Forums

MultiList

General discussion about Cobra. Releases and general news will also be posted here.
Feel free to ask questions or just say "Hello".

Re: MultiList

Postby Charles » Fri Jul 27, 2012 8:45 pm

Re: staging, if you think it's not ready for a patch, you could put it up on bitbucket or github.

Re: .enumerate, thanks for the clarification. Btw I wonder if there should be a public .generateIndices. A user of multi-list may want the indices for assignment:

for index in ml.indices
ml[index] = .foo(ml[index])
# or
for index in ml.indices
ml[index] = ml[index].bar

Re: numpy speed, it probably gets an initial boost from being compiled C code, but then gets a drag from operating with the Python interpreter. My guess is that micro-benchmarks on mult-lists/arrays will be faster in numpy, but that in practice, the Cobra applications would be faster.

Re: LINQ, it is not yet available, though we have some similar extension methods on IEnumerable and IList, as well as list comprehensions, so the demand has not been very high. I am aware of the need to support LINQ in the long term and it's fairly high in my priorities.

Re: LINQ syntax, I'm really glad to hear someone else say that they don't like the syntax mixing in C# as I've always felt this way as well. Re: Cobra we'll start with things like picking up C# extension methods (Cobra currently only picks up its own), lambda arg type inference, etc. and see how we like the result. If Cobra does add syntactic sugar for LINQ, I would prefer something that can work with the extension methods such that they receive uniform treatment.

Re: zip with a selector function, I also noticed that .NET/LINQ has one, but Python does not. Did the .NET guys think it was valuable for performance or something? It doesn't seem strictly necessary.

Re: arrays vs. lists, they both share a common ancestor: IList<of T>. However, the Cobra compiler does not currently recognize this for arrays because when I enable that, problems with method overload resolution create false compilation errors. This is my top priority after the 0.9 release.

For now, I suggest using IList<of T> everywhere and live with the list comprehensions for now. When I fix the method overload resolution, I will fix the array+IList relationship and we can revisit comprehensions.

Re: Python's treatment of:
Code: Select all
ml[a:b][c:d][e:f]
ml[a:b, c:d, e:f]

You said that it treats them both the same. I was guessing that maybe the first line is 3 calls and the 2nd is one call. But you're saying they are both one call? And do these call __slice__ or what? I forget.
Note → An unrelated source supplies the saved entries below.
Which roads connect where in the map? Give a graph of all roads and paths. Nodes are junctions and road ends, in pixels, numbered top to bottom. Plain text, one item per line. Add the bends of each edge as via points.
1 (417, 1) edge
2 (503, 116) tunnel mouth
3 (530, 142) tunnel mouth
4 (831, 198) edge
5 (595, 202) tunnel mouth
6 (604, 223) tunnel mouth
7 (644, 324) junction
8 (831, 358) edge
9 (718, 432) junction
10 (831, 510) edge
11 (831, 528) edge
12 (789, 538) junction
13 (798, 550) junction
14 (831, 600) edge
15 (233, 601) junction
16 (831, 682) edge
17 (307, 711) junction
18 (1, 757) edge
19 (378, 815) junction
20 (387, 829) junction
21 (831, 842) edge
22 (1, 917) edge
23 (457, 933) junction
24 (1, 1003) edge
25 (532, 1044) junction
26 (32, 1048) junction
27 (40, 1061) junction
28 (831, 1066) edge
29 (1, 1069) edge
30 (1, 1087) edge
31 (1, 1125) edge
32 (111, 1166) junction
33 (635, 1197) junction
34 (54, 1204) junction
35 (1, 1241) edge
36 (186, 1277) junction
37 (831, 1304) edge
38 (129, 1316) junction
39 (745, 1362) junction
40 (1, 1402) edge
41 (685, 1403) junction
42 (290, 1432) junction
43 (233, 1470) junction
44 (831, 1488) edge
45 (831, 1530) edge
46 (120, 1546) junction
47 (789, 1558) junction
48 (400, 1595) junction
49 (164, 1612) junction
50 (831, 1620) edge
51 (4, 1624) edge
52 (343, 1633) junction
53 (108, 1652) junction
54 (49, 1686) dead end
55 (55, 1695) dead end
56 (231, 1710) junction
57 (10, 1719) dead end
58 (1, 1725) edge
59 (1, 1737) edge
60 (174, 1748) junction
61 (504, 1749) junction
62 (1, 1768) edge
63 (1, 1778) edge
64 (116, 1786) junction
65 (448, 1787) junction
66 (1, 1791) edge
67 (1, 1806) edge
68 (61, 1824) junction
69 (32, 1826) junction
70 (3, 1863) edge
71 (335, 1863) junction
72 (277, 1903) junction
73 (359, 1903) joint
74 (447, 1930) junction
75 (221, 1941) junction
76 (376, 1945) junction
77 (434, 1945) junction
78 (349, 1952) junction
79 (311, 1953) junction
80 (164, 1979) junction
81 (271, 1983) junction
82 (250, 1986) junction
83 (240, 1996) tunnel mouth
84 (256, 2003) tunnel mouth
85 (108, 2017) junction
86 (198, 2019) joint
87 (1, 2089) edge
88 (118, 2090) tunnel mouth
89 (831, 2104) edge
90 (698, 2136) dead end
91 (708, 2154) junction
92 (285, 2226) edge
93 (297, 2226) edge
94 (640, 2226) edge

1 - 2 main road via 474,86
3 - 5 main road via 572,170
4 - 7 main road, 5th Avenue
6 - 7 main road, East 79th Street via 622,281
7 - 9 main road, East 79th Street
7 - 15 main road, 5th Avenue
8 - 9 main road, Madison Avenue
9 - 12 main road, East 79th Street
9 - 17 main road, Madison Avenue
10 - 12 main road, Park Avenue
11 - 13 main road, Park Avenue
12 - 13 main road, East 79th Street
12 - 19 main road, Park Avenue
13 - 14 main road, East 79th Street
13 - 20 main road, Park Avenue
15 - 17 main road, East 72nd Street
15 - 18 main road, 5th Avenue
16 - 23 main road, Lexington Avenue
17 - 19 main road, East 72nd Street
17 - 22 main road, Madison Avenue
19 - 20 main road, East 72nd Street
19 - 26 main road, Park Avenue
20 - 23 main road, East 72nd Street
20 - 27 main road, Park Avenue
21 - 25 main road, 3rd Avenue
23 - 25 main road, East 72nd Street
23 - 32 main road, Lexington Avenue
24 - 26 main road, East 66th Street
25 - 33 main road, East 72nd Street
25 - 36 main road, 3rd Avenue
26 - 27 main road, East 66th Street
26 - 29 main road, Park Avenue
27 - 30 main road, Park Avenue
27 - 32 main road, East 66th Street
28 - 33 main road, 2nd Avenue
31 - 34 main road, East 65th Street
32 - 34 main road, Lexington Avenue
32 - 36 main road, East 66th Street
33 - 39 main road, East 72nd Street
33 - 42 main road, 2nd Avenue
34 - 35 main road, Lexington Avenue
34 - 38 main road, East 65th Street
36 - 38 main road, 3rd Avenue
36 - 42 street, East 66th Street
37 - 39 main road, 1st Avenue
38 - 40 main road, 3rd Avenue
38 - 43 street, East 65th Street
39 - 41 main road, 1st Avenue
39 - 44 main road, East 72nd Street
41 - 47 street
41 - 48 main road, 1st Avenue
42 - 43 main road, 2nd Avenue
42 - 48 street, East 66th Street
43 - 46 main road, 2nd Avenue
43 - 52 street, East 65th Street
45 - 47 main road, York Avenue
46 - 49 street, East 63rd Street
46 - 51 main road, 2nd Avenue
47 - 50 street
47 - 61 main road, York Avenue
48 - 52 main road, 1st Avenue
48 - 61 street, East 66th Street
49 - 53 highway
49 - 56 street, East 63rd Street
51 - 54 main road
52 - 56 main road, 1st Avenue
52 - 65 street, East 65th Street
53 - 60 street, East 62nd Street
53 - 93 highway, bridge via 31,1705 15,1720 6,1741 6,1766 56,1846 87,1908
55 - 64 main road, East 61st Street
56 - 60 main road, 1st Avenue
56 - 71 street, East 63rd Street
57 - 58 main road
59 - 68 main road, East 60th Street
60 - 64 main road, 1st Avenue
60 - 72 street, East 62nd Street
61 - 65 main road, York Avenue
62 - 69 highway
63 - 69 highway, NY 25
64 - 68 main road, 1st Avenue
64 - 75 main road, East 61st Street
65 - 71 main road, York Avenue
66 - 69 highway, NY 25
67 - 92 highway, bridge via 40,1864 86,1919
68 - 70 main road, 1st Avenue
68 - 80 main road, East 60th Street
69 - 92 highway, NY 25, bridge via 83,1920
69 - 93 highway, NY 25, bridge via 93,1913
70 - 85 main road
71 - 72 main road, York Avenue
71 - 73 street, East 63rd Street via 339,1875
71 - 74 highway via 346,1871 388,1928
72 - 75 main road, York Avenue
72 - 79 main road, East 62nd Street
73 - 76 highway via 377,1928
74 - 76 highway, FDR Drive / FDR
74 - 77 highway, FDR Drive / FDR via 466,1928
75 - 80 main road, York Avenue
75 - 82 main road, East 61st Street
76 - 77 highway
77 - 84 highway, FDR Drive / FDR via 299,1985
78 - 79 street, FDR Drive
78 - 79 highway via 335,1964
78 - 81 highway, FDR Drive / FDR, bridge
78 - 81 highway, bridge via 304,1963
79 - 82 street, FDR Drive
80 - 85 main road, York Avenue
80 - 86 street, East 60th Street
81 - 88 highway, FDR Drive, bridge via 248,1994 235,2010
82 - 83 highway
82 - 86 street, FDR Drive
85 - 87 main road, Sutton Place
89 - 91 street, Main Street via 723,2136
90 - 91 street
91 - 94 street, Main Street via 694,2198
Re: operator overloading, I'm sad to report that this does not work so well with generic classes. This appears to be a fundamental limitation of .NET generics. See https://www.google.com/search?q=C%23+op ... g+generics

Consider in your example "_data[i] + other._data[i]" where each operand is of type T. At compile-time, it is unknown if T is an int, decimal, float64, another MultiList, a vector, etc. So the compiler cannot know what code to generate.

We might be able to overcome this problem with some compile-time extra code gen and some warnings about cons that result, but that's a whole other project. Believe me, I've thought about this issue and it's not trivial.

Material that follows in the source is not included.